I never received word of my mother’s death. I was living anonymously in Xi’an like a criminal in hiding. I knew that no court would grant me a divorce as long as Pang Kangmei was in a position of power. Denied a divorce but living with Chunmiao, my only option was to reside quietly far from home.

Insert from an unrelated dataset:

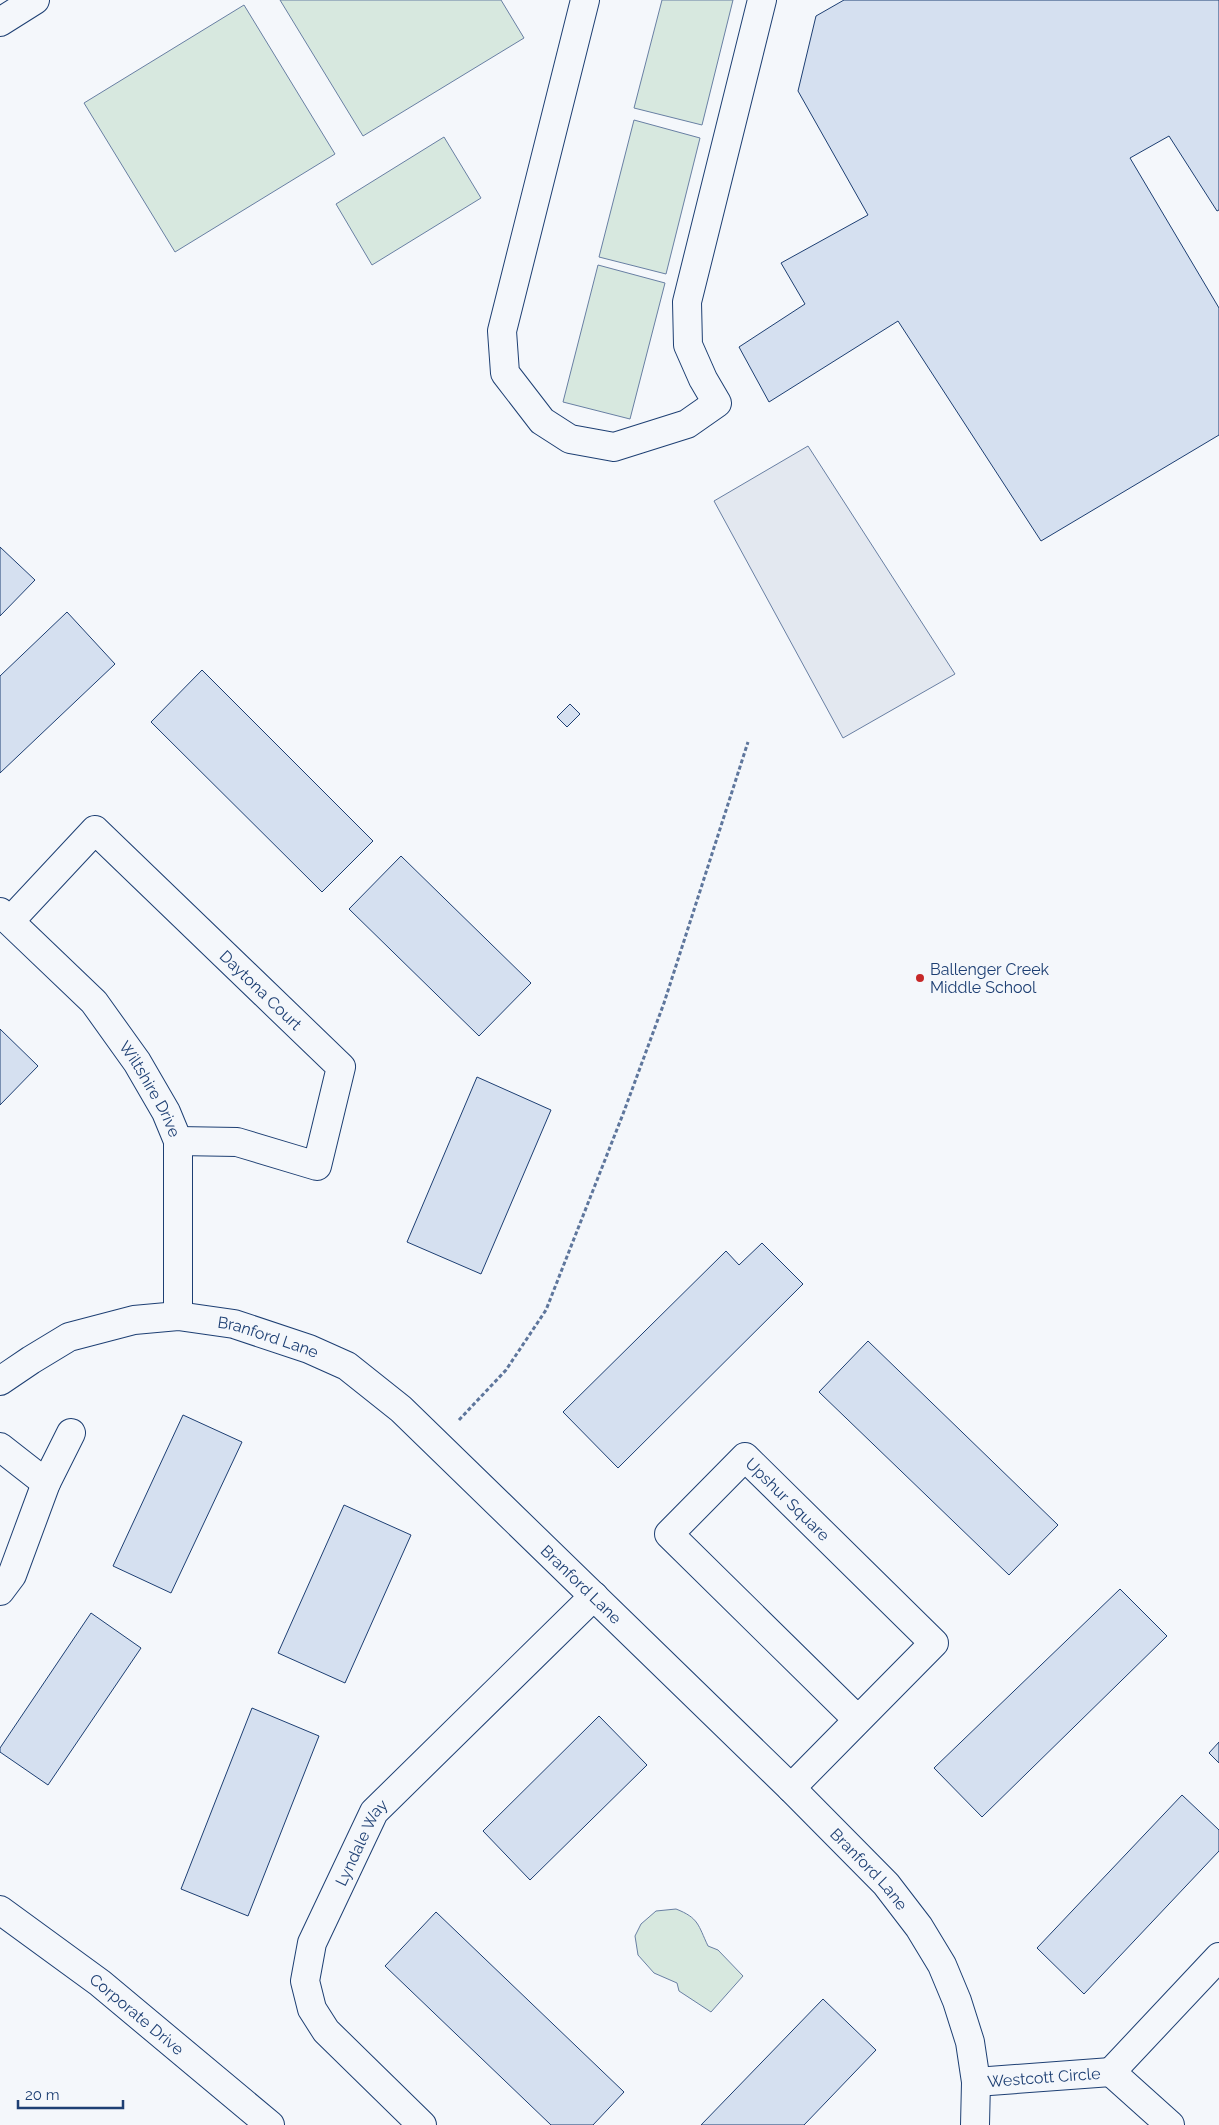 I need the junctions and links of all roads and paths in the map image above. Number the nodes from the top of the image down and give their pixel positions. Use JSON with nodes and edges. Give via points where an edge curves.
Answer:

At first we both worked in a factory established through foreign investment. They manufactured fuzzy dolls. The manager was a so-called overseas Chinese, a bald man with a big belly and yellow teeth, a lover of poetry who was friendly with Mo Yan. He was sympathetic to our plight, actually got a kick out of our experience, and was willing to find office work for me and take Chunmiao on as a bookkeeper in the workshop. The air there was pretty foul, and her nose was constantly being tickled by loose fuzz. Most of the factory workers were girls brought in from the countryside, some as young as thirteen or fourteen, by all appearances. Then one day the factory burned down, claiming many lives and leaving most of the survivors with horrible disfigurements. Chunmiao was spared only because she happened to be home sick that day. For the longest time after that, the tragic fate of those factory girls kept us awake at night. Eventually, Mo Yan found openings for us at his local newspaper.
On many occasions I spotted familiar faces out on the streets of Xi’an and was tempted to call out to whoever it was. But instead I lowered my head and hid my face. Sometimes, when we were in our little apartment, thoughts of home and family had us both weeping miserably Our love was why we’d left our homes, and that love made it impossible to return. Time and again we picked up the telephone, only to put it right back down, and time and again we dropped letters into the mailbox, only to find an excuse to ask for them back when the postman came to collect outgoing mail. Whatever news of home we received came from Mo Yan, who passed on good news and withheld the bad. His greatest fear was not having something to talk about, and we figured he saw us as valuable material for his novels. And so, the crueler our fate, the more convoluted our story became, and the more dramatically our circumstances developed, the more it interested him. Although I was kept from going home for my mother’s funeral, during those days I actually played the role of filial son due to a combination of strange circumstances.